A research team including Stefan Fischer, Sebastian Otte, and five other authors has published a landmark survey on arXiv, unifying the fragmented field of physical neural computing. The paper, 'Beyond Silicon: Materials, Mechanisms, and Methods for Physical Neural Computing,' argues that as silicon-based, GPU-centered AI hits energy and data-movement bottlenecks, alternative substrates like memristive devices, photonic circuits, mechanical metamaterials, and even living neural tissue offer a complementary path. These systems perform neural inference and adaptation directly in matter by exploiting intrinsic physical processes such as wave interference, elastic deformation, and biochemical regulation.
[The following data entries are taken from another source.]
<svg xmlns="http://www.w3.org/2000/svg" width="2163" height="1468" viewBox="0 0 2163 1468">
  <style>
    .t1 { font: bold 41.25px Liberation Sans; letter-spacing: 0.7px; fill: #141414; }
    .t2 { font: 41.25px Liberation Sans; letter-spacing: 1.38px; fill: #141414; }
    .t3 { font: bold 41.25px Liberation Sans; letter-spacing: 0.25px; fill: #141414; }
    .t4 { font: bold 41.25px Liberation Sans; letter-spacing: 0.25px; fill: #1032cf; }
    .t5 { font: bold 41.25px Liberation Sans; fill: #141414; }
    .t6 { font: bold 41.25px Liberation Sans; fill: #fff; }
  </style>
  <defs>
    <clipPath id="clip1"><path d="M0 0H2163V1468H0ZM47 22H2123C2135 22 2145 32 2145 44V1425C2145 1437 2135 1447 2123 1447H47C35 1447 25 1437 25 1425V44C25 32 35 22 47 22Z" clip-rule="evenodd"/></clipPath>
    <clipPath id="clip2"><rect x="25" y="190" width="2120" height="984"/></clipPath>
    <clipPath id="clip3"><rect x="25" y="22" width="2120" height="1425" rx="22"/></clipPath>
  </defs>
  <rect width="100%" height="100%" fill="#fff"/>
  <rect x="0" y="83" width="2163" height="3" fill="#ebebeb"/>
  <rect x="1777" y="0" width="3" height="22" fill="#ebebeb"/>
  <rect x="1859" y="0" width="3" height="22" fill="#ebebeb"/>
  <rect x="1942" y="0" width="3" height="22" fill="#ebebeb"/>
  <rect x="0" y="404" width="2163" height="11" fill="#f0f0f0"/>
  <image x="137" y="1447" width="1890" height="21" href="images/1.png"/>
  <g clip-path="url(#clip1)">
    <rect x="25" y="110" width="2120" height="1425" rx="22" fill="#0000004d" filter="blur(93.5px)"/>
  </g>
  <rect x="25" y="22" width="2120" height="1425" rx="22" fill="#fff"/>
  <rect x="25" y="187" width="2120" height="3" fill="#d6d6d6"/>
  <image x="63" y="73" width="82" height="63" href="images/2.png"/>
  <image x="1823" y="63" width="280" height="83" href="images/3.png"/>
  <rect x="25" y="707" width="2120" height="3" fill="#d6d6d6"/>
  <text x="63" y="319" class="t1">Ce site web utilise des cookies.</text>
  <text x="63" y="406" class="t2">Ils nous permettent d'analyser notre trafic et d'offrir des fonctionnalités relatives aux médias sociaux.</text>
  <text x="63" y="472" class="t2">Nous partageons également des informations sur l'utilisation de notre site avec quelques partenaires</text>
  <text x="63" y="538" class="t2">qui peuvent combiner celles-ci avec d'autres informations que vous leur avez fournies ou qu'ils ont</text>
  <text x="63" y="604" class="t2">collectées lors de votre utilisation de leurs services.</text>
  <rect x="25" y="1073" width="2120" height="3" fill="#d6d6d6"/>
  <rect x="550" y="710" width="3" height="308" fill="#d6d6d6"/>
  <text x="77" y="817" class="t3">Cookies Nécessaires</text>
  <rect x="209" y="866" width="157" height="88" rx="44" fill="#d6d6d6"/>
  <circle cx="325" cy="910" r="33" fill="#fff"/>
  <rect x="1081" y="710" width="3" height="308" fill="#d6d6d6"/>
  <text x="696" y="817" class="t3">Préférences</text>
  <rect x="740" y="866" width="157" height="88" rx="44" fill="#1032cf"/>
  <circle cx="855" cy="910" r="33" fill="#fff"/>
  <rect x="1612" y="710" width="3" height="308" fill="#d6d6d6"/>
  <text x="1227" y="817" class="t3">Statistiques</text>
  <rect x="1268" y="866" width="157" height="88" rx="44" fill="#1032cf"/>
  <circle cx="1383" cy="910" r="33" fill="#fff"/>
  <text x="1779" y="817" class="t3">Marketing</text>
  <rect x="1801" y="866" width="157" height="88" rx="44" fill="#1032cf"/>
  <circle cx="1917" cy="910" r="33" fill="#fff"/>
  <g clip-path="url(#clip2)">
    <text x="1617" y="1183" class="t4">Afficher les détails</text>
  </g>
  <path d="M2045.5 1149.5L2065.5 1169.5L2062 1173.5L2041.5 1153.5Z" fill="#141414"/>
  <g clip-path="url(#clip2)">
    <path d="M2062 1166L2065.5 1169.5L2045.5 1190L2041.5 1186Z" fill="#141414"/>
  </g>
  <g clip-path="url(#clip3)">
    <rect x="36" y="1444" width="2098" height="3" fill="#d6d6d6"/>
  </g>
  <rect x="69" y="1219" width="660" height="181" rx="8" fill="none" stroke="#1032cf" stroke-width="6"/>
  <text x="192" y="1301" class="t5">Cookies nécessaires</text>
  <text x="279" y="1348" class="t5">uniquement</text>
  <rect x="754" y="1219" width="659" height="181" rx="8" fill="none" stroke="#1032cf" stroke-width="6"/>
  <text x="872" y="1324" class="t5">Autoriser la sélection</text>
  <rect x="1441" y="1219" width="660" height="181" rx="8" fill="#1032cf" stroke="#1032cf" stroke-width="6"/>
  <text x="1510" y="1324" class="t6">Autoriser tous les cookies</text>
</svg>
To enable cross-domain comparison, the authors introduce a first-order benchmarking scheme based on standardized tasks and physically interpretable performance dimensions like scalability, precision, and programmability. Their analysis reveals no single substrate dominates; instead, different materials occupy complementary operating regimes. For example, photonic circuits enable ultrafast signal processing, while microfluidic networks or chemical systems could enable in-sample biochemical decision-making. This framework is particularly relevant for the trend toward pervasive intelligence—deploying AI on vast numbers of resource-constrained edge devices where co-locating computation with sensors and memory is essential for efficiency.